Le top 5 de cette semaine, qui porte sur la catégorie Morningstar des fonds d’actions des marchés frontières, tient compte des performances des quatre premiers mois de l’année 2021.
T. Rowe Price
La première place du classement revient au fonds T. Rowe Price Frontier Markets Equity, noté Neutral par les analystes de Morningstar, prudents depuis l’annonce du départ du gérant, Oliver Bell, au 1er janvier 2021. « Oliver pilotait la stratégie depuis le lancement du fonds en 2014 ; il est remplacé par Johannes Loefstrand, co-gérant du fonds depuis le 1er août 2020. Son expérience limitée de la gestion du portefeuille nous invite à la vigilance, malgré le soutien de cinq analystes. »

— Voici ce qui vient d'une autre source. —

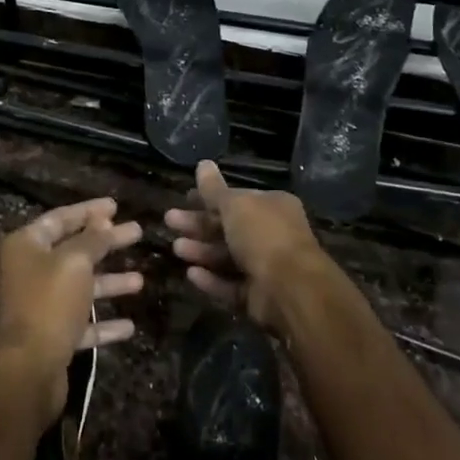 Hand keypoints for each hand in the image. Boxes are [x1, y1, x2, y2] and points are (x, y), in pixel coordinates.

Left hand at [0, 198, 142, 433]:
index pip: (61, 218)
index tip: (117, 206)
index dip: (89, 211)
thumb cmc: (48, 304)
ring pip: (79, 288)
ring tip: (141, 280)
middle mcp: (28, 272)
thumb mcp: (74, 263)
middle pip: (73, 252)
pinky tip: (130, 326)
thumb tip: (103, 220)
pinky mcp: (49, 337)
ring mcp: (38, 306)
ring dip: (109, 283)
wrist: (26, 370)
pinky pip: (80, 323)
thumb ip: (92, 239)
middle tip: (137, 233)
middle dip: (106, 244)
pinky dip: (103, 324)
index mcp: (25, 246)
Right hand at [165, 160, 334, 332]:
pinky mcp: (258, 296)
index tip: (184, 198)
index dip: (210, 198)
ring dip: (201, 251)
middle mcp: (272, 234)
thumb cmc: (263, 235)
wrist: (290, 288)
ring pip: (227, 257)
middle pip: (228, 227)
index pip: (237, 199)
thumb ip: (214, 189)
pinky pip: (230, 286)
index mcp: (273, 207)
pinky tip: (191, 274)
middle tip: (170, 221)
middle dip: (198, 225)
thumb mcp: (236, 205)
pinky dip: (211, 280)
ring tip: (176, 248)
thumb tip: (202, 163)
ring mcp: (266, 267)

Le fonds a pour objectif d’investir dans des entreprises offrant des perspectives de croissance durables. Il adopte surtout une approche ascendante mais tient compte des évolutions macroéconomiques.
Le portefeuille est fortement exposé au secteur financier, ce qui n’est pas inhabituel dans la catégorie, selon Thomas De Fauw. « Fin mars 2021, l’exposition à la finance était de 35 %, soit cinq points de pourcentage de plus que la moyenne de la catégorie.
Le portefeuille est également très concentré, avec près de la moitié de l’actif investi dans les dix principales positions. Cette année, le fonds a notamment profité de la belle tenue de FPT Corp et de Mobile World, deux actions vietnamiennes en portefeuille depuis 2017 et 2015, respectivement, ainsi que de celle de Safaricom, opérateur mobile kenyan. »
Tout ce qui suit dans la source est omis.